Because of the danger involved if you don't get something right, this is not really a beginner project. Start simple with jigs and learn to do the precision work needed for this type of project. Get a hand plane and a good set of measuring tools and squares. Learn to make perfectly square joints and how to measure things parallel to the saw blade.

The other thing to be careful about in making a fence, is to control deflection. This is how much the fence bends (They all bend. How much they bend is the difference between a good fence and a bad fence) It may be fine when it is lined up but as soon as you start cutting, things can go wrong.


----------



## Dcase (Jul 7, 2010)

There would be some fun in building your own fence but once you start to factor in the price of the stuff you need to get to do it right your going to be getting pretty close to the price of a good after market fence.

I am not against the idea at all but if your just starting out I would wait a bit before you try.


----------



## richgreer (Dec 25, 2009)

I don't want to discourage you but I will give you my honest opinion.
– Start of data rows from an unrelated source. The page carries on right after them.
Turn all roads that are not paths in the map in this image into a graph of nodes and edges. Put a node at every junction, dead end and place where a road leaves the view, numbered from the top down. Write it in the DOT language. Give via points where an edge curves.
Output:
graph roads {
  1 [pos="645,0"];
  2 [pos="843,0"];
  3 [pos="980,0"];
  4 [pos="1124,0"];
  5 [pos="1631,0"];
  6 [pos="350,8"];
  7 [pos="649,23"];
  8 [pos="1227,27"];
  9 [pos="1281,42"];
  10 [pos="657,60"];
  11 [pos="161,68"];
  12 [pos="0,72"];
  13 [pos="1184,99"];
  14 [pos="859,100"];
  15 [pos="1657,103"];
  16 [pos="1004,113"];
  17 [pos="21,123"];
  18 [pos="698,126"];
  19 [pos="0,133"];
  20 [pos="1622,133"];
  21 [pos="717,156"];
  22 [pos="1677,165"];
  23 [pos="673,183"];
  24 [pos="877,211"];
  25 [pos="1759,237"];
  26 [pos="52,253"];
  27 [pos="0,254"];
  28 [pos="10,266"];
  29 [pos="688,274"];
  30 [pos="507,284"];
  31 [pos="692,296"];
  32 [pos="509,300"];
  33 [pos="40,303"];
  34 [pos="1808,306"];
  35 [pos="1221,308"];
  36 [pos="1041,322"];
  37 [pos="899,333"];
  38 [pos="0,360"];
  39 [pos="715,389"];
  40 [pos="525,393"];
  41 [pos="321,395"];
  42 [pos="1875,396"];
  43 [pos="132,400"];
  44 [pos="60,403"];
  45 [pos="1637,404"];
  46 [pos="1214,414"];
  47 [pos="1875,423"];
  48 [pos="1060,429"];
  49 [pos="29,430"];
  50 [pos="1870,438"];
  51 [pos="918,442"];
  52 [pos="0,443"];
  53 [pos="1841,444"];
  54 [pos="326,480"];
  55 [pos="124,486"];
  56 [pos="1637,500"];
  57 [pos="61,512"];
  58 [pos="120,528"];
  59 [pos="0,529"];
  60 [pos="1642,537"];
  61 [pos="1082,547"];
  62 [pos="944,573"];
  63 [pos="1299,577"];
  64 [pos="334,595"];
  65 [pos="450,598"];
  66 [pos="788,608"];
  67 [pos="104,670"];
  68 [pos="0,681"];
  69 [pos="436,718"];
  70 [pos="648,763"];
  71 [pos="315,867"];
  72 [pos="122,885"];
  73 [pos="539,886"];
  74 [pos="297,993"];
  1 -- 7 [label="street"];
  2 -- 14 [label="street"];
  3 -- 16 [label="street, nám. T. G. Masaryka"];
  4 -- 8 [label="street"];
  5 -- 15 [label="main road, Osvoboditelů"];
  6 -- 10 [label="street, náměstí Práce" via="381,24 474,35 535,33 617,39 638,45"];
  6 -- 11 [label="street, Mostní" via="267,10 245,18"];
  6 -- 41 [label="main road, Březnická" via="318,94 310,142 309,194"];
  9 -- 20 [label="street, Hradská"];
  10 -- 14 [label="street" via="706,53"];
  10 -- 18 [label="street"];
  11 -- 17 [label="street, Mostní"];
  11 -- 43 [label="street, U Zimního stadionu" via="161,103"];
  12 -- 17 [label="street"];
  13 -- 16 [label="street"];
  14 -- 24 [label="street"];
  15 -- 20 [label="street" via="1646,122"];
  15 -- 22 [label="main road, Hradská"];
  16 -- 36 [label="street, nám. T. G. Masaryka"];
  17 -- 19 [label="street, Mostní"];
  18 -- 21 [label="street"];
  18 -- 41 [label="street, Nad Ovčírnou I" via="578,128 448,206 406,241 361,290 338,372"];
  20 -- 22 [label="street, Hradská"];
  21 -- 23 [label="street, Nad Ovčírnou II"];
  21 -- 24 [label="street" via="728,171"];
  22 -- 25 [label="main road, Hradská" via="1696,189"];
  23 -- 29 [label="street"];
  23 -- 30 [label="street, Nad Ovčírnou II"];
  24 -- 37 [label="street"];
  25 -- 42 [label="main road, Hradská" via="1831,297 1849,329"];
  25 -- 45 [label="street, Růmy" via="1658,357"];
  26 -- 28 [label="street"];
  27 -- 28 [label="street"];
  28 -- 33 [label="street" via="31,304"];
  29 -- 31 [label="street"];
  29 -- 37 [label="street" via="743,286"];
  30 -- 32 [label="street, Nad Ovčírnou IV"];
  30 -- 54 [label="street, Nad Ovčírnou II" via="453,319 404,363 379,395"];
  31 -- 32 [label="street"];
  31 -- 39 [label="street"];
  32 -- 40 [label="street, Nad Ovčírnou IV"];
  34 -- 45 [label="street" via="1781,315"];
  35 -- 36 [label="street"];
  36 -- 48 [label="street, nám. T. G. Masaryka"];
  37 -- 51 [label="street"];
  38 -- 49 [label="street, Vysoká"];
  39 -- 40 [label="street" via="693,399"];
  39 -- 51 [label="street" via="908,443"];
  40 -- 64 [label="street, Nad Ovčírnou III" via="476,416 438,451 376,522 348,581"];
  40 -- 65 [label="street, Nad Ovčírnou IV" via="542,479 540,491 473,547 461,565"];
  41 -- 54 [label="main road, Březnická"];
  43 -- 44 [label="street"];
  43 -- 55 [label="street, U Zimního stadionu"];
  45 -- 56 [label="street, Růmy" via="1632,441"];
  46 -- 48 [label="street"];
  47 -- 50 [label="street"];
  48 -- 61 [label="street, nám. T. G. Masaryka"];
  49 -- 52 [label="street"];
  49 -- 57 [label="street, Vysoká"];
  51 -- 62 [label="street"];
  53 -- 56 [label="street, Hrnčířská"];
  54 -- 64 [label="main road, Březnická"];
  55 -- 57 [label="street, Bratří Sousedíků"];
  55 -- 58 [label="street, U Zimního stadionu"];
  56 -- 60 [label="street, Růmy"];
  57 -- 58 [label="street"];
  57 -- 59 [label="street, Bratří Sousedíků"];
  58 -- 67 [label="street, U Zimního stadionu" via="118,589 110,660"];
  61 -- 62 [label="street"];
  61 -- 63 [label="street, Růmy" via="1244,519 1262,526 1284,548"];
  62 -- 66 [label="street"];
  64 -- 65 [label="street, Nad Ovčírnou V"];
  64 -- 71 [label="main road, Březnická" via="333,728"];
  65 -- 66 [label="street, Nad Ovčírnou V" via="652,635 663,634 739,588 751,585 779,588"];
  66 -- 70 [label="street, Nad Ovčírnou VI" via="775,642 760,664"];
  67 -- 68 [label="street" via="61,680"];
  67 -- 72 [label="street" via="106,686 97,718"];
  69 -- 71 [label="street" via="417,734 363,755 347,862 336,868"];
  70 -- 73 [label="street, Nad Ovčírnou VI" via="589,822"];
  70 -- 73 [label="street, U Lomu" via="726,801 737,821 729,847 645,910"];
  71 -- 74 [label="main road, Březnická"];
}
You can probably buy a more modest fence system for not much more (if any more) than what you would pay for the materials for this.

Further, a fence that cannot be aligned properly is dangerous.


----------



## Loren (May 30, 2008)

I like the Jimmie Jig fence concept - it's a big auxiliary table you
put on top of the saw and the design ensures the fence always
stays parallel. Cheap to build too.


----------



## engineerkid (Jan 25, 2011)

Thanks everyone. My dad was actually able to get some hook ups on the tslot material through his work. the tslot fence has been tested and proved working from what I saw so I think I'm going to give it a try. Thanks for all the replys


----------



## lilredweldingrod (Nov 23, 2009)

Jake, you can get a very good Delta T2 fence complete for $150. And it works perfectly.


----------



## engineerkid (Jan 25, 2011)

Yea I've heard of that fence, but I thought they stopped making it? I was looking on craigslist for a while, but I couldn't find anything. I've heard loads of great things about the T2, but I think I'm set on the TSLOT fence. Anyways, I'll let you all know when I get it built. I'm supposed to be getting a super good deal on this tslot material, so I'm pretty excited because that was my first option.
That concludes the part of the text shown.